▶ Work instructions
Write out the entries again. Match each one exactly.

START Data extract

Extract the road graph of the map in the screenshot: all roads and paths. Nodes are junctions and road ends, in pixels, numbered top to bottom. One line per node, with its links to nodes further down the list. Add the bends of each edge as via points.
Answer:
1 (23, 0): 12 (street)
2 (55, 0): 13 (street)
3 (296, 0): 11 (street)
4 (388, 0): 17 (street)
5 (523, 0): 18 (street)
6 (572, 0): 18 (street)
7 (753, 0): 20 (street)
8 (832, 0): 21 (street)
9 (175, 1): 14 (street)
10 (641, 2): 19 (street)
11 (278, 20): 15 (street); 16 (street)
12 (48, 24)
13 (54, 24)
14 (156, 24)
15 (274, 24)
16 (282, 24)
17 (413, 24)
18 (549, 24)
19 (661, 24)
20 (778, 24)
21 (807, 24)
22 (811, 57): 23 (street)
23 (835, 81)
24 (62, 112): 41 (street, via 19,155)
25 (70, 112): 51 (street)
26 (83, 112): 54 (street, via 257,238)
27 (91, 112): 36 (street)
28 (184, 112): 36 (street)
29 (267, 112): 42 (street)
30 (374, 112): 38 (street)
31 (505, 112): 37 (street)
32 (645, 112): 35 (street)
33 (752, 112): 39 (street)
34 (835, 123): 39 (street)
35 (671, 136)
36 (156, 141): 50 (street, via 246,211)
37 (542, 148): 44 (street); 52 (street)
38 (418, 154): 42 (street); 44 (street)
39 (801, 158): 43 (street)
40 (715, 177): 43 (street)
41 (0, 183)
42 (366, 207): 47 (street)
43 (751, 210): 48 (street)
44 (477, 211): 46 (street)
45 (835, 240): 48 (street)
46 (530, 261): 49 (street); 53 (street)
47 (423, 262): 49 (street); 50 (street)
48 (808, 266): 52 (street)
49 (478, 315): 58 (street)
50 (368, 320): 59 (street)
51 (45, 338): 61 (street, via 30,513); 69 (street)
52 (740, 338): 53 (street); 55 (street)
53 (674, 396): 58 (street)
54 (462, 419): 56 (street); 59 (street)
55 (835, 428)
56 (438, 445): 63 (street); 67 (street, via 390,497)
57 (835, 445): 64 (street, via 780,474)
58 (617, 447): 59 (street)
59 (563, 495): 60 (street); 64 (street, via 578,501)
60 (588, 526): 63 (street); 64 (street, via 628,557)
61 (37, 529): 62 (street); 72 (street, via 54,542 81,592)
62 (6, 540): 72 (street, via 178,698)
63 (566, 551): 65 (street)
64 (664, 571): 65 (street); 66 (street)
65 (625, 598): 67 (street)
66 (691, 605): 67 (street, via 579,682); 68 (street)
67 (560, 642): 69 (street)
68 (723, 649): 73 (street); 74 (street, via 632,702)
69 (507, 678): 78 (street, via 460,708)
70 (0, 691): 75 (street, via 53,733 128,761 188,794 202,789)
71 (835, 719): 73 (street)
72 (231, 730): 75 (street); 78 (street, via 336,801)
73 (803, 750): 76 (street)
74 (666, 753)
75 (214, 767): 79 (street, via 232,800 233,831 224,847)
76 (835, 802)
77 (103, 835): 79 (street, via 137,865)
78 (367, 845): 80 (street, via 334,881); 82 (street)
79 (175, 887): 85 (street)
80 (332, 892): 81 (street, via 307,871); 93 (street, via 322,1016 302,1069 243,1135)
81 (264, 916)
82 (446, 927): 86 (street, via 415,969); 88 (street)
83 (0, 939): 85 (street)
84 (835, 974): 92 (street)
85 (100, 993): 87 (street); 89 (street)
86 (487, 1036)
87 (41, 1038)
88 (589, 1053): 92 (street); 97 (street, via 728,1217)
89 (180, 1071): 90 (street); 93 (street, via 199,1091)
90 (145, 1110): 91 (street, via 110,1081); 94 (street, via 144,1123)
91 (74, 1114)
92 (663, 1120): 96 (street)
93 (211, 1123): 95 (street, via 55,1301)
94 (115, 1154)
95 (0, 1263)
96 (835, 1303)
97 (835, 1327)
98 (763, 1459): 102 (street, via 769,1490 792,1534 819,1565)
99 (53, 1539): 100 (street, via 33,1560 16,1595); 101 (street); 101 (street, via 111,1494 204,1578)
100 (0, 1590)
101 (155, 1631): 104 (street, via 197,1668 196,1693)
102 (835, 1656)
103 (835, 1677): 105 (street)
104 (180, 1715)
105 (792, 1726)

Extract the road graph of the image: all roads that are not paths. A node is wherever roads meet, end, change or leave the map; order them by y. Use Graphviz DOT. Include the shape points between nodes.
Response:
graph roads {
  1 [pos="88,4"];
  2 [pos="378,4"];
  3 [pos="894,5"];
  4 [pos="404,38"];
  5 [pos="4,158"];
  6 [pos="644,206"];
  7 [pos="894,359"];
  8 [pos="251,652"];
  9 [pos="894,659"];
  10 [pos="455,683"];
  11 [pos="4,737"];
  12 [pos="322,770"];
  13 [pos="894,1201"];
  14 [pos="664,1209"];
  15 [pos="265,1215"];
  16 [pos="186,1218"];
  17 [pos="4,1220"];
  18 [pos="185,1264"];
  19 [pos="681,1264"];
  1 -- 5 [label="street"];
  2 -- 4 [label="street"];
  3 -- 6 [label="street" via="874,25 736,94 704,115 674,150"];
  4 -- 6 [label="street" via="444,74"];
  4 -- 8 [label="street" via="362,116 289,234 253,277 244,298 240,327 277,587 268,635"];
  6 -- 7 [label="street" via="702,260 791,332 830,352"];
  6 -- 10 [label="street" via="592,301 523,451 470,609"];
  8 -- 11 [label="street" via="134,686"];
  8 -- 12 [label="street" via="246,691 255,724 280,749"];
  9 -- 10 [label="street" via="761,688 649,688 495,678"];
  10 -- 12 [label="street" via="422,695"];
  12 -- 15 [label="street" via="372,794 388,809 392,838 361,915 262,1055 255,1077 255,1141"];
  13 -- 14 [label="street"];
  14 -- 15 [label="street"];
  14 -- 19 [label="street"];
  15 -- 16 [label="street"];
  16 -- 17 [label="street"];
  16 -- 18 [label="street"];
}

END Data extract

▶ Result of this task
Extract the road graph of the map in the screenshot: all roads and paths. Nodes are junctions and road ends, in pixels, numbered top to bottom. One line per node, with its links to nodes further down the list. Add the bends of each edge as via points.
Answer:
1 (23, 0): 12 (street)
2 (55, 0): 13 (street)
3 (296, 0): 11 (street)
4 (388, 0): 17 (street)
5 (523, 0): 18 (street)
6 (572, 0): 18 (street)
7 (753, 0): 20 (street)
8 (832, 0): 21 (street)
9 (175, 1): 14 (street)
10 (641, 2): 19 (street)
11 (278, 20): 15 (street); 16 (street)
12 (48, 24)
13 (54, 24)
14 (156, 24)
15 (274, 24)
16 (282, 24)
17 (413, 24)
18 (549, 24)
19 (661, 24)
20 (778, 24)
21 (807, 24)
22 (811, 57): 23 (street)
23 (835, 81)
24 (62, 112): 41 (street, via 19,155)
25 (70, 112): 51 (street)
26 (83, 112): 54 (street, via 257,238)
27 (91, 112): 36 (street)
28 (184, 112): 36 (street)
29 (267, 112): 42 (street)
30 (374, 112): 38 (street)
31 (505, 112): 37 (street)
32 (645, 112): 35 (street)
33 (752, 112): 39 (street)
34 (835, 123): 39 (street)
35 (671, 136)
36 (156, 141): 50 (street, via 246,211)
37 (542, 148): 44 (street); 52 (street)
38 (418, 154): 42 (street); 44 (street)
39 (801, 158): 43 (street)
40 (715, 177): 43 (street)
41 (0, 183)
42 (366, 207): 47 (street)
43 (751, 210): 48 (street)
44 (477, 211): 46 (street)
45 (835, 240): 48 (street)
46 (530, 261): 49 (street); 53 (street)
47 (423, 262): 49 (street); 50 (street)
48 (808, 266): 52 (street)
49 (478, 315): 58 (street)
50 (368, 320): 59 (street)
51 (45, 338): 61 (street, via 30,513); 69 (street)
52 (740, 338): 53 (street); 55 (street)
53 (674, 396): 58 (street)
54 (462, 419): 56 (street); 59 (street)
55 (835, 428)
56 (438, 445): 63 (street); 67 (street, via 390,497)
57 (835, 445): 64 (street, via 780,474)
58 (617, 447): 59 (street)
59 (563, 495): 60 (street); 64 (street, via 578,501)
60 (588, 526): 63 (street); 64 (street, via 628,557)
61 (37, 529): 62 (street); 72 (street, via 54,542 81,592)
62 (6, 540): 72 (street, via 178,698)
63 (566, 551): 65 (street)
64 (664, 571): 65 (street); 66 (street)
65 (625, 598): 67 (street)
66 (691, 605): 67 (street, via 579,682); 68 (street)
67 (560, 642): 69 (street)
68 (723, 649): 73 (street); 74 (street, via 632,702)
69 (507, 678): 78 (street, via 460,708)
70 (0, 691): 75 (street, via 53,733 128,761 188,794 202,789)
71 (835, 719): 73 (street)
72 (231, 730): 75 (street); 78 (street, via 336,801)
73 (803, 750): 76 (street)
74 (666, 753)
75 (214, 767): 79 (street, via 232,800 233,831 224,847)
76 (835, 802)
77 (103, 835): 79 (street, via 137,865)
78 (367, 845): 80 (street, via 334,881); 82 (street)
79 (175, 887): 85 (street)
80 (332, 892): 81 (street, via 307,871); 93 (street, via 322,1016 302,1069 243,1135)
81 (264, 916)
82 (446, 927): 86 (street, via 415,969); 88 (street)
83 (0, 939): 85 (street)
84 (835, 974): 92 (street)
85 (100, 993): 87 (street); 89 (street)
86 (487, 1036)
87 (41, 1038)
88 (589, 1053): 92 (street); 97 (street, via 728,1217)
89 (180, 1071): 90 (street); 93 (street, via 199,1091)
90 (145, 1110): 91 (street, via 110,1081); 94 (street, via 144,1123)
91 (74, 1114)
92 (663, 1120): 96 (street)
93 (211, 1123): 95 (street, via 55,1301)
94 (115, 1154)
95 (0, 1263)
96 (835, 1303)
97 (835, 1327)
98 (763, 1459): 102 (street, via 769,1490 792,1534 819,1565)
99 (53, 1539): 100 (street, via 33,1560 16,1595); 101 (street); 101 (street, via 111,1494 204,1578)
100 (0, 1590)
101 (155, 1631): 104 (street, via 197,1668 196,1693)
102 (835, 1656)
103 (835, 1677): 105 (street)
104 (180, 1715)
105 (792, 1726)

Extract the road graph of the image: all roads that are not paths. A node is wherever roads meet, end, change or leave the map; order them by y. Use Graphviz DOT. Include the shape points between nodes.
Response:
graph roads {
  1 [pos="88,4"];
  2 [pos="378,4"];
  3 [pos="894,5"];
  4 [pos="404,38"];
  5 [pos="4,158"];
  6 [pos="644,206"];
  7 [pos="894,359"];
  8 [pos="251,652"];
  9 [pos="894,659"];
  10 [pos="455,683"];
  11 [pos="4,737"];
  12 [pos="322,770"];
  13 [pos="894,1201"];
  14 [pos="664,1209"];
  15 [pos="265,1215"];
  16 [pos="186,1218"];
  17 [pos="4,1220"];
  18 [pos="185,1264"];
  19 [pos="681,1264"];
  1 -- 5 [label="street"];
  2 -- 4 [label="street"];
  3 -- 6 [label="street" via="874,25 736,94 704,115 674,150"];
  4 -- 6 [label="street" via="444,74"];
  4 -- 8 [label="street" via="362,116 289,234 253,277 244,298 240,327 277,587 268,635"];
  6 -- 7 [label="street" via="702,260 791,332 830,352"];
  6 -- 10 [label="street" via="592,301 523,451 470,609"];
  8 -- 11 [label="street" via="134,686"];
  8 -- 12 [label="street" via="246,691 255,724 280,749"];
  9 -- 10 [label="street" via="761,688 649,688 495,678"];
  10 -- 12 [label="street" via="422,695"];
  12 -- 15 [label="street" via="372,794 388,809 392,838 361,915 262,1055 255,1077 255,1141"];
  13 -- 14 [label="street"];
  14 -- 15 [label="street"];
  14 -- 19 [label="street"];
  15 -- 16 [label="street"];
  16 -- 17 [label="street"];
  16 -- 18 [label="street"];
}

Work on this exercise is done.